Print the records exactly as they are written.

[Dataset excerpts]
----

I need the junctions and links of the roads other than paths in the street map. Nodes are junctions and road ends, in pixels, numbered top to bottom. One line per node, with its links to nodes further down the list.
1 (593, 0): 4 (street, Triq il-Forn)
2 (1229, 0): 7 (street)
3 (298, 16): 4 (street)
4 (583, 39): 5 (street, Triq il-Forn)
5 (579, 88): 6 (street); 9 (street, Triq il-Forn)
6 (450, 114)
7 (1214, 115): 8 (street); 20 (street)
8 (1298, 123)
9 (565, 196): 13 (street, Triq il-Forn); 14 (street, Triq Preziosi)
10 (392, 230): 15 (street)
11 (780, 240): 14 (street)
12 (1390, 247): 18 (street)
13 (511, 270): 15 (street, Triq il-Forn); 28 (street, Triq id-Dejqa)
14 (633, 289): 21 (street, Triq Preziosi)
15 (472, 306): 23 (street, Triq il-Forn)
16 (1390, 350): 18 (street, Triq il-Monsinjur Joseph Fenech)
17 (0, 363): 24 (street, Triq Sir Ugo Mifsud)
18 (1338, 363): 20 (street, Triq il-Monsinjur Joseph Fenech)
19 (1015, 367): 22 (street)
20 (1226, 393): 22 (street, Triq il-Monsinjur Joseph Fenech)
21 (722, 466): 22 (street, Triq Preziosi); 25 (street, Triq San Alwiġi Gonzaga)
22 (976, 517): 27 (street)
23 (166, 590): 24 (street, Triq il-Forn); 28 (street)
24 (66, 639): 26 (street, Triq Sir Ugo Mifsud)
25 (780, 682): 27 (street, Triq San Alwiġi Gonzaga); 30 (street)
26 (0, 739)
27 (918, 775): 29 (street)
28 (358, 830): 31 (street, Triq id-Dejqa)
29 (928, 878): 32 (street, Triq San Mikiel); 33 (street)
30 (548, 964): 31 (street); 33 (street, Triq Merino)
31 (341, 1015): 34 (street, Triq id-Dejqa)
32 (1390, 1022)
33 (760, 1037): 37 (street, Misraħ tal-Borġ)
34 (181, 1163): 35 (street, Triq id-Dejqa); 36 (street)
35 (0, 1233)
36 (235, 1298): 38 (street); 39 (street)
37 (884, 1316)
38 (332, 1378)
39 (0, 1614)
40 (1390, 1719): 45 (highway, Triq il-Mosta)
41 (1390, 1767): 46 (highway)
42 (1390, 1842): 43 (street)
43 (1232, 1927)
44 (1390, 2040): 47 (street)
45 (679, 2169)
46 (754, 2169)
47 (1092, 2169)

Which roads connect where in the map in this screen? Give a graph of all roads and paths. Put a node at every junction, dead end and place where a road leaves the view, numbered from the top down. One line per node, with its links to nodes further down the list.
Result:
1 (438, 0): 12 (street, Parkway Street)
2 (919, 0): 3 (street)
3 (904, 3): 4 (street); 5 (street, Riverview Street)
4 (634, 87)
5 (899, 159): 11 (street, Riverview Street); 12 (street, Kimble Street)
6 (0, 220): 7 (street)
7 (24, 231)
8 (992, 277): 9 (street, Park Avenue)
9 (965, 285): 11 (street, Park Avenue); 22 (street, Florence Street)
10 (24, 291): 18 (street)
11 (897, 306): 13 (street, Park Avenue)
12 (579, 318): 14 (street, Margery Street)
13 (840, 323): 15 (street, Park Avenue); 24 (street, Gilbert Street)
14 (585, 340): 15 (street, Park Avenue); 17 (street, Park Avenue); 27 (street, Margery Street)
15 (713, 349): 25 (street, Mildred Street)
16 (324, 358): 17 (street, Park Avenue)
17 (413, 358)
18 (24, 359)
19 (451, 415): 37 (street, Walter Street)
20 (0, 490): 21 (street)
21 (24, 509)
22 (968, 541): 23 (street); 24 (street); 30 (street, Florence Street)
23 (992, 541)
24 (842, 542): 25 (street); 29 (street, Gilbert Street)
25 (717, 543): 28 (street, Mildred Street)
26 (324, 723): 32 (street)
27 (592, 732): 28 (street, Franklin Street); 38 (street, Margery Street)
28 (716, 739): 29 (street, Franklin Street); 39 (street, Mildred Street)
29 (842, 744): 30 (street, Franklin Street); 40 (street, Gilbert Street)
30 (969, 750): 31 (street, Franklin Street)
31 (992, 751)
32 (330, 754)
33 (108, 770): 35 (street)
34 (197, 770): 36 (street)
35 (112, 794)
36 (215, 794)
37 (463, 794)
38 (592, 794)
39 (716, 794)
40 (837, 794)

----

• [Result]:
I need the junctions and links of the roads other than paths in the street map. Nodes are junctions and road ends, in pixels, numbered top to bottom. One line per node, with its links to nodes further down the list.
1 (593, 0): 4 (street, Triq il-Forn)
2 (1229, 0): 7 (street)
3 (298, 16): 4 (street)
4 (583, 39): 5 (street, Triq il-Forn)
5 (579, 88): 6 (street); 9 (street, Triq il-Forn)
6 (450, 114)
7 (1214, 115): 8 (street); 20 (street)
8 (1298, 123)
9 (565, 196): 13 (street, Triq il-Forn); 14 (street, Triq Preziosi)
10 (392, 230): 15 (street)
11 (780, 240): 14 (street)
12 (1390, 247): 18 (street)
13 (511, 270): 15 (street, Triq il-Forn); 28 (street, Triq id-Dejqa)
14 (633, 289): 21 (street, Triq Preziosi)
15 (472, 306): 23 (street, Triq il-Forn)
16 (1390, 350): 18 (street, Triq il-Monsinjur Joseph Fenech)
17 (0, 363): 24 (street, Triq Sir Ugo Mifsud)
18 (1338, 363): 20 (street, Triq il-Monsinjur Joseph Fenech)
19 (1015, 367): 22 (street)
20 (1226, 393): 22 (street, Triq il-Monsinjur Joseph Fenech)
21 (722, 466): 22 (street, Triq Preziosi); 25 (street, Triq San Alwiġi Gonzaga)
22 (976, 517): 27 (street)
23 (166, 590): 24 (street, Triq il-Forn); 28 (street)
24 (66, 639): 26 (street, Triq Sir Ugo Mifsud)
25 (780, 682): 27 (street, Triq San Alwiġi Gonzaga); 30 (street)
26 (0, 739)
27 (918, 775): 29 (street)
28 (358, 830): 31 (street, Triq id-Dejqa)
29 (928, 878): 32 (street, Triq San Mikiel); 33 (street)
30 (548, 964): 31 (street); 33 (street, Triq Merino)
31 (341, 1015): 34 (street, Triq id-Dejqa)
32 (1390, 1022)
33 (760, 1037): 37 (street, Misraħ tal-Borġ)
34 (181, 1163): 35 (street, Triq id-Dejqa); 36 (street)
35 (0, 1233)
36 (235, 1298): 38 (street); 39 (street)
37 (884, 1316)
38 (332, 1378)
39 (0, 1614)
40 (1390, 1719): 45 (highway, Triq il-Mosta)
41 (1390, 1767): 46 (highway)
42 (1390, 1842): 43 (street)
43 (1232, 1927)
44 (1390, 2040): 47 (street)
45 (679, 2169)
46 (754, 2169)
47 (1092, 2169)

Which roads connect where in the map in this screen? Give a graph of all roads and paths. Put a node at every junction, dead end and place where a road leaves the view, numbered from the top down. One line per node, with its links to nodes further down the list.
Result:
1 (438, 0): 12 (street, Parkway Street)
2 (919, 0): 3 (street)
3 (904, 3): 4 (street); 5 (street, Riverview Street)
4 (634, 87)
5 (899, 159): 11 (street, Riverview Street); 12 (street, Kimble Street)
6 (0, 220): 7 (street)
7 (24, 231)
8 (992, 277): 9 (street, Park Avenue)
9 (965, 285): 11 (street, Park Avenue); 22 (street, Florence Street)
10 (24, 291): 18 (street)
11 (897, 306): 13 (street, Park Avenue)
12 (579, 318): 14 (street, Margery Street)
13 (840, 323): 15 (street, Park Avenue); 24 (street, Gilbert Street)
14 (585, 340): 15 (street, Park Avenue); 17 (street, Park Avenue); 27 (street, Margery Street)
15 (713, 349): 25 (street, Mildred Street)
16 (324, 358): 17 (street, Park Avenue)
17 (413, 358)
18 (24, 359)
19 (451, 415): 37 (street, Walter Street)
20 (0, 490): 21 (street)
21 (24, 509)
22 (968, 541): 23 (street); 24 (street); 30 (street, Florence Street)
23 (992, 541)
24 (842, 542): 25 (street); 29 (street, Gilbert Street)
25 (717, 543): 28 (street, Mildred Street)
26 (324, 723): 32 (street)
27 (592, 732): 28 (street, Franklin Street); 38 (street, Margery Street)
28 (716, 739): 29 (street, Franklin Street); 39 (street, Mildred Street)
29 (842, 744): 30 (street, Franklin Street); 40 (street, Gilbert Street)
30 (969, 750): 31 (street, Franklin Street)
31 (992, 751)
32 (330, 754)
33 (108, 770): 35 (street)
34 (197, 770): 36 (street)
35 (112, 794)
36 (215, 794)
37 (463, 794)
38 (592, 794)
39 (716, 794)
40 (837, 794)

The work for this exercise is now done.